With the advantage now theirs, Storm's earlier concerns about Corsair's ruthlessness become apparent with the course of action he chooses almost on instinct. We see a Cyclops here a long way yet from the man who would one day sanction X-Force to conduct its covert operations with extreme prejudice--and so he strongly takes issue with what Corsair is about to do, though for Corsair his decision has already been made.

Remember when the X-Men balked at killing? That was a great time to be an X-Men reader, too.

Corsair has the luxury of being able to justify his actions from a "big picture" standpoint--but his rationale is questionable if we take into account his outrage at Cyclops for being willing to sacrifice Storm to the Sidri back at the mansion. Apparently, the lives lost below are of little consequence to Corsair if he hasn't fought side-by-side with any of them.

Finally, with a little breathing room, Corsair is able to explain how the Sidri were likely working for a terrorist group that, over a week ago, raided a council meeting on the Shi'ar homeworld and took their Empress, Lilandra, captive. And Cyclops realizes that the stakes for Earth are indeed as high as Corsair fears:

What a ride this has been, and it's just the opening play. When we hit Part Two, the rest of the X-Men are brought on board to form a temporary alliance with the Shi'ar in order to track down and rescue Lilandra. But we'll also learn the identity of the opposition, as well as bear sad witness to the death of an X-Man. I hope you weren't expecting things to slow down, because this story's just getting cranked up!

Uncanny X-Men #154

Script: Chris Claremont
Pencils: Dave Cockrum
Inks: Bob Wiacek and Josef Rubinstein
Letterer: Joe Rosen


George Chambers said...

I find it frankly hilarious that Wolverine can sneak up on Carol while upwind of her with a cigar going. Did Rogue steal her sense of smell along with her powers?

Comicsfan said...

Well, George, as well as Carol being lost in thought, it could be that Logan didn't actually light up until she turned around.

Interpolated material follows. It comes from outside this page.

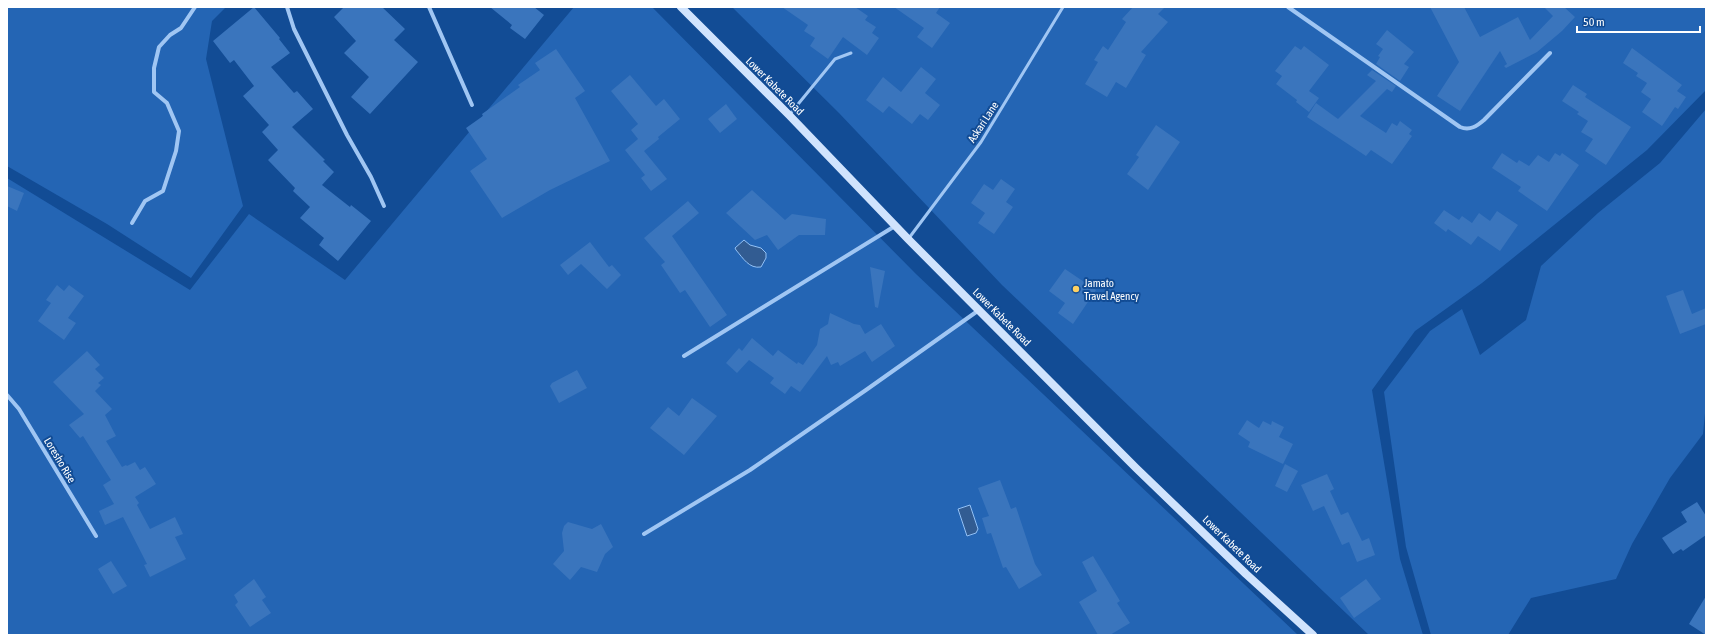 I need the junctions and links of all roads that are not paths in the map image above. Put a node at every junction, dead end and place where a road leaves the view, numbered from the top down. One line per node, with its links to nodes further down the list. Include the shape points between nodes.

Who says this isn't the Marvel age of exemplary explanations? :D

Murray said...

I'm afraid, Comicsfan, we have to disagree on this. Initially, the return of Cockrum jolted me as it did you. My interest in the X-Men had been wavering and I perked up at this development. For me, however, it turned out to be too little, too late. I dropped the comic and never saw anything in all these subsequent years to interest me again. I'm making no claim at prescience at the time, but reading these snippets of pages you supply today, the story reeks of Claremont's descent into a bog of soap opera angst.

Anonymous said...

"a bog of soap opera angst", now you're talking my language! I not only was buying and reading this run, but I was scanning my X-Men collection when my scanner what KERANG KURFLUNK BAHTUWEEEE!!!! As I look at my scans, I did not have 150 or 155 (the next issue) but I did have all the others.

I do think that Cockrum's women had too much hair. His renderings of Jean, from back in the day, could be Carol or Ororo in this issue. Which was Fan's point! Is that a new couch?

Anyhoo, that's not why I called. I have a few more issues of Marvel Age to get through and then I start on Avengers West Coast. Don't tell me how it ends!!!!

The Prowler (remember when you would smell your test paper before you took the test).

Anonymous said...

Sorry, but after Byrne left, it went completely downhill: the Brood Alien ripoff, and then the intolerable descent into magic and Limbo. What crap. Cockrum's pencils were waaaay too fat and scratchy(certainly in comparison to Byrne/Austin) and I couldn't have been a more disappointed 14 year old when I saw that terribly drawn cover with Dr. Doom. I left comics for about 30 years after that.